Nous avons tous besoin de reconnaissance. Un point que le management a bien intégré en préconisant de souligner les forces, les talents ou les qualités des collaborateurs en vue d’obtenir le meilleur d’eux. Mais l’éloge est en réalité comme un pull. A force d’être trop utilisé, il peut s’user, boulocher, s’effilocher et s’avérer du plus mauvais effet.

L’idée reçue : l’éloge porte ses fruits

L’idée selon laquelle faire l’éloge des qualités d’une personne ou d’une équipe produira de meilleurs résultats peut s’avérer fausse.

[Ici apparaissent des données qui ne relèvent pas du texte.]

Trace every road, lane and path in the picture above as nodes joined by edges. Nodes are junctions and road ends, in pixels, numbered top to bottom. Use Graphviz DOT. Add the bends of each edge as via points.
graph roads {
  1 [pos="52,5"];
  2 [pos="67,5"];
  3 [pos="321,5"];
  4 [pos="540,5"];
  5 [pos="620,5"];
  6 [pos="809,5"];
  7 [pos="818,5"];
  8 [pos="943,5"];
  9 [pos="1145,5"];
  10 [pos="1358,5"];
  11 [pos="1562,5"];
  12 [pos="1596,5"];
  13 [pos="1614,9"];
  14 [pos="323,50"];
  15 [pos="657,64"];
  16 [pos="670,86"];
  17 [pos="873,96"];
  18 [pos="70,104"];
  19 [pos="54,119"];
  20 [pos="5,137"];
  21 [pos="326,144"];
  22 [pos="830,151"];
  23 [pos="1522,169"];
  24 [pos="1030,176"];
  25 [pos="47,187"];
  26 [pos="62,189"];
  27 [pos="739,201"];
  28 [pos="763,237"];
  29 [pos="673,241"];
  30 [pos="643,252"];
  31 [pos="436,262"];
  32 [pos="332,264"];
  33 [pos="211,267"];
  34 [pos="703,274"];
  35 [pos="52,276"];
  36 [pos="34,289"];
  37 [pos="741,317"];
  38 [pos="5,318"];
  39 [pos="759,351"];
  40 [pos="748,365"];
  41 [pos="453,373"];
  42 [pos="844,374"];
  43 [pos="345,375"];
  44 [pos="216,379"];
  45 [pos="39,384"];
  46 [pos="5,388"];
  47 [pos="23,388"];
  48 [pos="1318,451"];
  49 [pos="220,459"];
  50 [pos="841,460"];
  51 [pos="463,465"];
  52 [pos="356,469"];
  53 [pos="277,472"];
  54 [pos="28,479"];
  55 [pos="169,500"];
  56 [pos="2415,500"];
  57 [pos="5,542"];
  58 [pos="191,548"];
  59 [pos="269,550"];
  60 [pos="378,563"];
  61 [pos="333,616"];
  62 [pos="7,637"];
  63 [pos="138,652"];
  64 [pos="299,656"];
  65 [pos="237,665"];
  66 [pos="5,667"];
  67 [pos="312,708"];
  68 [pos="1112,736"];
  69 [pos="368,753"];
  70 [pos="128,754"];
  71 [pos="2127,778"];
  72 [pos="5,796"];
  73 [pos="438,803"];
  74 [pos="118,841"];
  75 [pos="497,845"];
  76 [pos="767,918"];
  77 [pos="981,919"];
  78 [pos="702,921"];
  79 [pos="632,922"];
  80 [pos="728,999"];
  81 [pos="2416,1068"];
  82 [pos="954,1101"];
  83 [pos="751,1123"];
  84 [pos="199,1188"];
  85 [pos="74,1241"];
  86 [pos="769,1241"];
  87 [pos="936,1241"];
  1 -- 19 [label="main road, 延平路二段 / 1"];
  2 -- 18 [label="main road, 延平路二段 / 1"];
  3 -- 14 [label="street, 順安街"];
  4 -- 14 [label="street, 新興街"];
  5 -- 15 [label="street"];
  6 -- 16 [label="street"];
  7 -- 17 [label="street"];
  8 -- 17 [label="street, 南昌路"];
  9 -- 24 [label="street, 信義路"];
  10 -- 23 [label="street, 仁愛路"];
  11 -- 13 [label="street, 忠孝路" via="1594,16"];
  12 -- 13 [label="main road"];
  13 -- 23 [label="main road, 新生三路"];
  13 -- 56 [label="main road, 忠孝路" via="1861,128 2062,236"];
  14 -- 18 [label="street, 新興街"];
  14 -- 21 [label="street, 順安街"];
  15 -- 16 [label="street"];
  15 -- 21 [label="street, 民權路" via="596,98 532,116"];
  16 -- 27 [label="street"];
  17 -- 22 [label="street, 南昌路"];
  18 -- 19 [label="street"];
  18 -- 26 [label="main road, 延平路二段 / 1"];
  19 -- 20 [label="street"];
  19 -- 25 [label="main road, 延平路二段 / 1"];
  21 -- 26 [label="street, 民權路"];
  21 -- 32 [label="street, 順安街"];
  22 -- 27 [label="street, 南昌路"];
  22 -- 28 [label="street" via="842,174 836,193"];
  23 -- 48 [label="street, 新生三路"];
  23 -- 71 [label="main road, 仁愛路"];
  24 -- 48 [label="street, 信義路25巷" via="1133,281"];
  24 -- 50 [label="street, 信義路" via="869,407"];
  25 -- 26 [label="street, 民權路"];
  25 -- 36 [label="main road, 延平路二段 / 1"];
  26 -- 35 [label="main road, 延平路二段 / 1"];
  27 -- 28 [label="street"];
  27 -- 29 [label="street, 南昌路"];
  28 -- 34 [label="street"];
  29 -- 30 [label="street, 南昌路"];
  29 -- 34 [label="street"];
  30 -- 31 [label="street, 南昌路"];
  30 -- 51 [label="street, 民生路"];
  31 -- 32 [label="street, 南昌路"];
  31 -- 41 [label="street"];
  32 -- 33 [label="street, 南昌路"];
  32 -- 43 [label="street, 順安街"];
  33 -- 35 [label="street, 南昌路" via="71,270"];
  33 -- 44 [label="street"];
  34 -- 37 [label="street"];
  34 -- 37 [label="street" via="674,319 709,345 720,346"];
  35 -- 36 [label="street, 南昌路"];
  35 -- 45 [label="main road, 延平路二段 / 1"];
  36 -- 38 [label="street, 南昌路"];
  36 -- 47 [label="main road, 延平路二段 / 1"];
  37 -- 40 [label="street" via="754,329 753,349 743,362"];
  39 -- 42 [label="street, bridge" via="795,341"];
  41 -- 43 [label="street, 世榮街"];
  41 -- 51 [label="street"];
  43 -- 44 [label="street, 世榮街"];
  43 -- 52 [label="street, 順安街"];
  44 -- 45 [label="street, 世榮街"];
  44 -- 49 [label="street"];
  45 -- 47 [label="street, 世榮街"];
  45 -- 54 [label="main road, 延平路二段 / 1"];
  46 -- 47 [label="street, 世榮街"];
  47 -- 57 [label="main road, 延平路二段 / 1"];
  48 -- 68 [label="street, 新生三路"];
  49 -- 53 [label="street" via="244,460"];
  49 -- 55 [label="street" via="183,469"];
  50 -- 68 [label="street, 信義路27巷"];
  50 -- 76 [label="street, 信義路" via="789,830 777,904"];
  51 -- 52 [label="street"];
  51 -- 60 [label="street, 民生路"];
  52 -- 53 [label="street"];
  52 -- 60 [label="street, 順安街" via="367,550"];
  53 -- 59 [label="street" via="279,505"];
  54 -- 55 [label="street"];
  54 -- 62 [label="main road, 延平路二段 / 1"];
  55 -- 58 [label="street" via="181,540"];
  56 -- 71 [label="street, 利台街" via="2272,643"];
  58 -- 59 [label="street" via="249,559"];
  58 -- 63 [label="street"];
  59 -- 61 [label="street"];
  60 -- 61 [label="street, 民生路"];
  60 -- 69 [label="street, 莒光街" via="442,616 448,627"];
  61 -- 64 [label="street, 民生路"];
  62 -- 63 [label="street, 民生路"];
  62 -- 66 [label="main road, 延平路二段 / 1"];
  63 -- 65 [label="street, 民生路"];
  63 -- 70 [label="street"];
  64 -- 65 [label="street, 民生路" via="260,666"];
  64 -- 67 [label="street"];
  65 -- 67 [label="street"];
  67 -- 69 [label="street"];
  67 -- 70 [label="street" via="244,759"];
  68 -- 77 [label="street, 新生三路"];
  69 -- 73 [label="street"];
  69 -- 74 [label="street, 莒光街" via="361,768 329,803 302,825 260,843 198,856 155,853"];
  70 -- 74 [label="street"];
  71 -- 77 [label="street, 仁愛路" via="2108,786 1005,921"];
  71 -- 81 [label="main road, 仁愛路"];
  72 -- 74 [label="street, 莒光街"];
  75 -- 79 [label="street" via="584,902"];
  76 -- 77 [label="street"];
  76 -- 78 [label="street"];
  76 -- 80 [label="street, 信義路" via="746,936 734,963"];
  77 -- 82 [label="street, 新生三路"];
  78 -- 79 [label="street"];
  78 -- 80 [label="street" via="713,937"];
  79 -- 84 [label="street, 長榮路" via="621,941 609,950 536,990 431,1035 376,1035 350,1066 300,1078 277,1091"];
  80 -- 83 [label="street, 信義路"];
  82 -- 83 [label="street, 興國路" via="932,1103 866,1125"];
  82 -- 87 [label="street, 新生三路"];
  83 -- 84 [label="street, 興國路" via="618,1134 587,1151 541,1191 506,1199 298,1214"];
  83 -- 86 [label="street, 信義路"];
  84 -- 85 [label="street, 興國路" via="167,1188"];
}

Dans leur étude intitulée « Praise For Intelligence Can Undermine Children’s Motivation and Performance » (l’éloge de l’intelligence peut diminuer la motivation et les performances des enfants), les psychologues Claudia Mueller et Carole Dweck ont demandé à différents étudiants de faire un exercice conçu pour réaliser des performances élevées. Tous les étudiants sélectionnés avaient un niveau supérieur à la moyenne. Préalablement, elles avaient fait de chacun un éloge de leurs succès passés. Les premiers s’entendaient dire que leur intelligence devait les aider à résoudre le problème (groupe A). Les seconds que le sens de l’effort qui les caractérisait devait leur permettre d’obtenir un très bon résultat (groupe B). Les troisièmes s’entendaient préciser qu’ils étaient simplement là parce qu’ils avaient habituellement de bonnes notes (groupe C).

L’éloge bouloche au fil de du temps

Les résultats d’une telle expérience sont surprenants. Les étudiants dont on a fait l’éloge de l’intelligence obtiennent les plus mauvais résultats. Les étudiants flattés pour leur sens de l’effort, enregistrent les meilleurs résultats.

L’expérience se poursuit avec une succession d’exercices de plus en plus difficiles tandis que les éloges faits aux uns et aux autres sont répétés.

Irrémédiablement, le score final reste inchangé :

  • En première position, le groupe B de ceux pour qui on a fait l’éloge de leur sens de l’effort.
  • En deuxième position, le groupe C de ceux qui n’ont fait l’objet d’aucun éloge.
  • En troisième position, le groupe A de ceux pour qui on a fait l’éloge de leur intelligence.

Pourquoi ?

Au final l’éloge s’effiloche

L’explication apportée en réponse par les deux psychologues est que faire l’éloge d’une personne conduit à fixer, à focaliser son état d’esprit, ce qui engendre une série de phénomènes de nature à la pénaliser.

Tout d’abord, la personne use spontanément de la qualité qui a fait l’objet de l’éloge au détriment d’autres traits d’esprit (créativité, imagination, émotions…).

Ensuite, la personne se souciant de ce que l’on attend d’elle et veillant à s’y conformer, désireuse de ne pas s’exclure du groupe, s’attelle à user de la qualité qui lui a été reconnue.

Enfin, la personne évite de sortir du rôle qu’elle s’est vu attribué par peur d’un échec qui la rendrait, le croit-elle, inadaptée. C’est pour cette raison que les étudiant branchés sur leur « intelligence », s’enferrent, s’enferment et réalisent de moins bonnes performances. A l’inverse, celles et ceux orientés vers leur sens de l’effort, sont dans un état d’esprit plus ouvert aux tentatives, aux essais, aux prises de risques et réussissent donc mieux.

La nature humaine est si complexe que même pavée de bonnes intentions, les initiatives des meilleurs managers peuvent les faire glisser. En management, tout l’art n’est pas tant de faire l’éloge des compétences des uns ou des autres, mais également de les aider à ne pas s’en contenter. Un point de vigilance pour les jeunes professionnels travaillant au sein de start-up, toujours enclins à encourager leurs collaborateurs dans ce qu’ils font le mieux, sans nécessairement réaliser que ce faisant, ils leurs font peut-être parfois un peu de mal. Combien de jeunes professionnels ayant démarré leurs carrières dans des start-up, se sont bien revendus à de grands groupes grâce à un large spectre de savoir-faire hyper technique acquis dans une jeune pousse et se sont brusquement retrouvés en face d’un cruel déficit de savoir-être, que le monde digital d’où ils venaient avait omis de les inviter à développer.